What you will do> Each line below must be transcribed exactly, and no picture may appear in the transcription.

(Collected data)

○ ○ ○ ○ ○ ○ ○

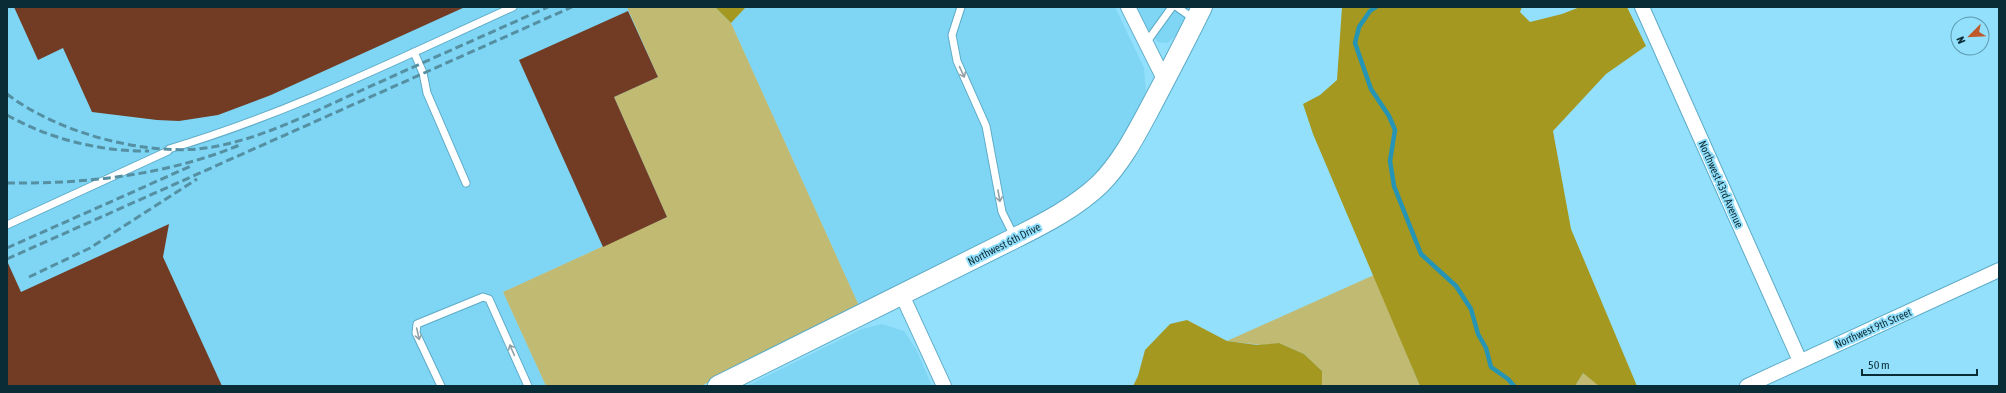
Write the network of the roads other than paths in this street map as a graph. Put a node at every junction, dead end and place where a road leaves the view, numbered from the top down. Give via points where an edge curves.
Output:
1 (513, 7) edge
2 (961, 7) edge
3 (1128, 7) edge
4 (1172, 7) edge
5 (1177, 7) edge
6 (1642, 7) edge
7 (1199, 14) edge
8 (1146, 43) junction
9 (414, 52) junction
10 (1165, 81) junction
11 (466, 183) dead end
12 (7, 225) edge
13 (1015, 238) junction
14 (1999, 270) edge
15 (902, 295) junction
16 (1800, 361) junction
17 (441, 386) edge
18 (528, 386) edge
19 (718, 386) edge
20 (944, 386) edge
21 (1747, 386) edge

1 - 9 lane
2 -> 13 lane via 952,35 957,61 986,126 1002,212
3 - 8 street
4 - 8 lane
5 - 7 lane
6 - 16 street, Northwest 43rd Avenue
7 - 10 main road, Northwest 6th Drive
8 - 10 street
9 - 11 lane via 423,73 427,94
9 - 12 lane via 302,102 217,135 168,149
10 - 13 main road, Northwest 6th Drive via 1124,153 1100,183 1082,199
13 - 15 main road, Northwest 6th Drive
14 - 16 street, Northwest 9th Street
15 - 19 main road, Northwest 6th Drive
15 - 20 street
16 - 21 street, Northwest 9th Street
18 -> 17 lane via 489,299 483,297 417,324 416,333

○ ○ ○ ○ ○ ○ ○

Answer below>
Write the network of the roads other than paths in this street map as a graph. Put a node at every junction, dead end and place where a road leaves the view, numbered from the top down. Give via points where an edge curves.
Output:
1 (513, 7) edge
2 (961, 7) edge
3 (1128, 7) edge
4 (1172, 7) edge
5 (1177, 7) edge
6 (1642, 7) edge
7 (1199, 14) edge
8 (1146, 43) junction
9 (414, 52) junction
10 (1165, 81) junction
11 (466, 183) dead end
12 (7, 225) edge
13 (1015, 238) junction
14 (1999, 270) edge
15 (902, 295) junction
16 (1800, 361) junction
17 (441, 386) edge
18 (528, 386) edge
19 (718, 386) edge
20 (944, 386) edge
21 (1747, 386) edge

1 - 9 lane
2 -> 13 lane via 952,35 957,61 986,126 1002,212
3 - 8 street
4 - 8 lane
5 - 7 lane
6 - 16 street, Northwest 43rd Avenue
7 - 10 main road, Northwest 6th Drive
8 - 10 street
9 - 11 lane via 423,73 427,94
9 - 12 lane via 302,102 217,135 168,149
10 - 13 main road, Northwest 6th Drive via 1124,153 1100,183 1082,199
13 - 15 main road, Northwest 6th Drive
14 - 16 street, Northwest 9th Street
15 - 19 main road, Northwest 6th Drive
15 - 20 street
16 - 21 street, Northwest 9th Street
18 -> 17 lane via 489,299 483,297 417,324 416,333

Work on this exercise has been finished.